One of Buffett’s defining characteristics is that he so clearly lives by his own inner scorecard. It isn’t just that he does what’s right, but that he does what’s right for him. 

Are you doing what’s right for you?

As a person who basks in information, loves books, loves making sense of the world, it is very easy for me to lose my way and be seduced into following how-to steps and ways of being that if I am not careful put me more out of alignment with myself than in. I have to ensure at all times that someone else’s voice is not drowning out my own internal wisdom and knowing what is best for me at any given time.

This is a call to start getting comfortable with you.

  1. Like yourself.
  2. Learn to TRUST yourself.
  3. Get comfortable with who you are, warts and all.
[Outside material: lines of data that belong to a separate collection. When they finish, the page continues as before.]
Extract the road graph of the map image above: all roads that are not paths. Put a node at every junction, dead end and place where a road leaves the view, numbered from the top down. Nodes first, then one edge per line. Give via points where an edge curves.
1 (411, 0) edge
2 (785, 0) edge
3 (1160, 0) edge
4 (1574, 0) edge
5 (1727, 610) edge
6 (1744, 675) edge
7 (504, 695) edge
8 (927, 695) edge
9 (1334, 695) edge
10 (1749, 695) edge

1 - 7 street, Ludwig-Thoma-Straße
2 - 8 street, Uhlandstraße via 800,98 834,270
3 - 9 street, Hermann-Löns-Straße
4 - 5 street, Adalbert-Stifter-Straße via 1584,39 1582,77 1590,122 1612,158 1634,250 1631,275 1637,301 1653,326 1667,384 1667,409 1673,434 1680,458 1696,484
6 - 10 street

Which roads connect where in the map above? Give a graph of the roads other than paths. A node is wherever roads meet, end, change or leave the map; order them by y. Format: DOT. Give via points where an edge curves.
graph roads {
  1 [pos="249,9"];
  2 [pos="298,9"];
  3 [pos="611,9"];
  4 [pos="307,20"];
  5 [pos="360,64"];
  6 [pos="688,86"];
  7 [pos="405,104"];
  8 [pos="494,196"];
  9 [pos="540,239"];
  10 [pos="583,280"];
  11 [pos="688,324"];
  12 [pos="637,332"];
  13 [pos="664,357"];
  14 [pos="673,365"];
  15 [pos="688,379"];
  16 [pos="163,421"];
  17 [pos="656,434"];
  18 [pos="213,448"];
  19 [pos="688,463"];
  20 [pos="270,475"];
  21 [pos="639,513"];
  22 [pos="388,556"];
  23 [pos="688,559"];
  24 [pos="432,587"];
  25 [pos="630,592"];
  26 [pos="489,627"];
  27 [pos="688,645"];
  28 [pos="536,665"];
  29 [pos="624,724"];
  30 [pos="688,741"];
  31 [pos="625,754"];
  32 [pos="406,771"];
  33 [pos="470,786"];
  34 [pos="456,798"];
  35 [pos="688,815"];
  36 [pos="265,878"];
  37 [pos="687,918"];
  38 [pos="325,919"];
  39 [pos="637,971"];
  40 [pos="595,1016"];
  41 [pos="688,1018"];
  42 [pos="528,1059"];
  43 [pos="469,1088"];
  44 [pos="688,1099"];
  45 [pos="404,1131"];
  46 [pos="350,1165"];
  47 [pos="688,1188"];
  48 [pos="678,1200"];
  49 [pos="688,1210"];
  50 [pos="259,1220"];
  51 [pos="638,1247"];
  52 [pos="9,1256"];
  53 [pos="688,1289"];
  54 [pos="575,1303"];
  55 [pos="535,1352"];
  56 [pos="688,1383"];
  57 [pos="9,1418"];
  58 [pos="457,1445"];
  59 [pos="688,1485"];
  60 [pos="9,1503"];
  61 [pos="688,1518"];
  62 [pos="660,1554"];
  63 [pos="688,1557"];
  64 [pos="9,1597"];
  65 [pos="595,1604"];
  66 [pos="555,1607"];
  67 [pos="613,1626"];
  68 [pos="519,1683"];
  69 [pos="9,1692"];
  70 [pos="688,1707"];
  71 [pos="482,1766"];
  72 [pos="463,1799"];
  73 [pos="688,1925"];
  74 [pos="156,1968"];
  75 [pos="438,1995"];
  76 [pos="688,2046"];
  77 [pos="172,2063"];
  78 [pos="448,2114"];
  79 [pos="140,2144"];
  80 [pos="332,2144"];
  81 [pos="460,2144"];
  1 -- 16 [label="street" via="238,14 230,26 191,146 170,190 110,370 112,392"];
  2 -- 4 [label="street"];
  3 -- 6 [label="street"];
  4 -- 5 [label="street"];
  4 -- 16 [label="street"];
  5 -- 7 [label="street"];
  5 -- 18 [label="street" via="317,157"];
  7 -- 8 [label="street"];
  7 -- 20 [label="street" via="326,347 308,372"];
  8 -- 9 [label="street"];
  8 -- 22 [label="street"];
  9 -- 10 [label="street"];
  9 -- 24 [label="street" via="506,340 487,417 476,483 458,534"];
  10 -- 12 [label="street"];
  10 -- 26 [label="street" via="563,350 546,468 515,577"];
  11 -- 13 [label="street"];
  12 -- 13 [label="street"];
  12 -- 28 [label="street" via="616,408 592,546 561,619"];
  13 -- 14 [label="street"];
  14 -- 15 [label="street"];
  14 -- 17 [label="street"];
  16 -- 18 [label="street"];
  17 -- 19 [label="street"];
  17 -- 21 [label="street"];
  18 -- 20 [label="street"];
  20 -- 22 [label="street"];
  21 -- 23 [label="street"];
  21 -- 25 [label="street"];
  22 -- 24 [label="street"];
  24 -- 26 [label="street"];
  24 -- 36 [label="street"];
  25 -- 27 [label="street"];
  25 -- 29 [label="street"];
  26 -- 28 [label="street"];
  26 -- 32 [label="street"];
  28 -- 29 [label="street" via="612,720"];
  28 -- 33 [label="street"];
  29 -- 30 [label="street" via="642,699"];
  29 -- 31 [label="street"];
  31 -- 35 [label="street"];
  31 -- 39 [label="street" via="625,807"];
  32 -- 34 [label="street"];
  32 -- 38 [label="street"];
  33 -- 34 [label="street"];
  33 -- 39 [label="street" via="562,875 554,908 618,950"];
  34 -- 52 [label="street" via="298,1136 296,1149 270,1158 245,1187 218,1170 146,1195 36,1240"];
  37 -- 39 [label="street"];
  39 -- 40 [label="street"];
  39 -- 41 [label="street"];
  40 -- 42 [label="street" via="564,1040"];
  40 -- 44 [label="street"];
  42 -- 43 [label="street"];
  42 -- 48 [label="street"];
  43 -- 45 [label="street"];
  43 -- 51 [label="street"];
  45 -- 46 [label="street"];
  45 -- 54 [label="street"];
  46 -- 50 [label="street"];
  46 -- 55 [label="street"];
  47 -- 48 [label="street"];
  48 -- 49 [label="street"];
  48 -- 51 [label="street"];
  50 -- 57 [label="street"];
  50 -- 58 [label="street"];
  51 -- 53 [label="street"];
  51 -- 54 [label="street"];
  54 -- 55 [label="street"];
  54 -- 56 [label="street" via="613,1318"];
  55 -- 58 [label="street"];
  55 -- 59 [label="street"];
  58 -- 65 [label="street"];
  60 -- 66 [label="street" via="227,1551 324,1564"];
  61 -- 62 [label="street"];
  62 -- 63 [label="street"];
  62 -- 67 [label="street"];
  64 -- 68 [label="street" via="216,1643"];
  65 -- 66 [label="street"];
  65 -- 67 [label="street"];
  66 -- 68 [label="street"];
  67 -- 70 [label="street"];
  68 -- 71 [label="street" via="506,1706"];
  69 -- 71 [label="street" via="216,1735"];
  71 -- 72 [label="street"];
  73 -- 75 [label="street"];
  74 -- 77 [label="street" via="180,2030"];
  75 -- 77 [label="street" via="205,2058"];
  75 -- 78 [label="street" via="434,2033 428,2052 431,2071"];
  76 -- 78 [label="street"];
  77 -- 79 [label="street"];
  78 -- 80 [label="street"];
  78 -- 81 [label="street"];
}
Connect to what the Angry Therapist John Kim calls the Solid (true) Self versus our Pseudo (false) Self.

Sometimes we get so caught up in chasing that we can’t see the forest from the trees. We ignore our lives as is, in pursuit of something else, that keeps moving further and further away from our grasp.

Accept your life as it is right now and choose to see the bits of gold in it today. Stop chasing the pot of gold at the end of a rainbow that’s not steeped in reality. Choose joy. Celebrate the mundane – stop obsessing about what you don’t have and start seeing what you do have:

  • Client work that you enjoy
  • A favorite mug you drink tea or coffee in
  • The ability to hear and enjoy a great story
  • The ability to see and watch a movie so moving that it made you cry
  • Knowing that one friend who never disappoints in posting memes that make you to laugh out loud

This will take practice but over time you will begin to see and experience more joy-filled days despite your circumstances. You will find life in your life once you remain connected to that which is yours and yours alone.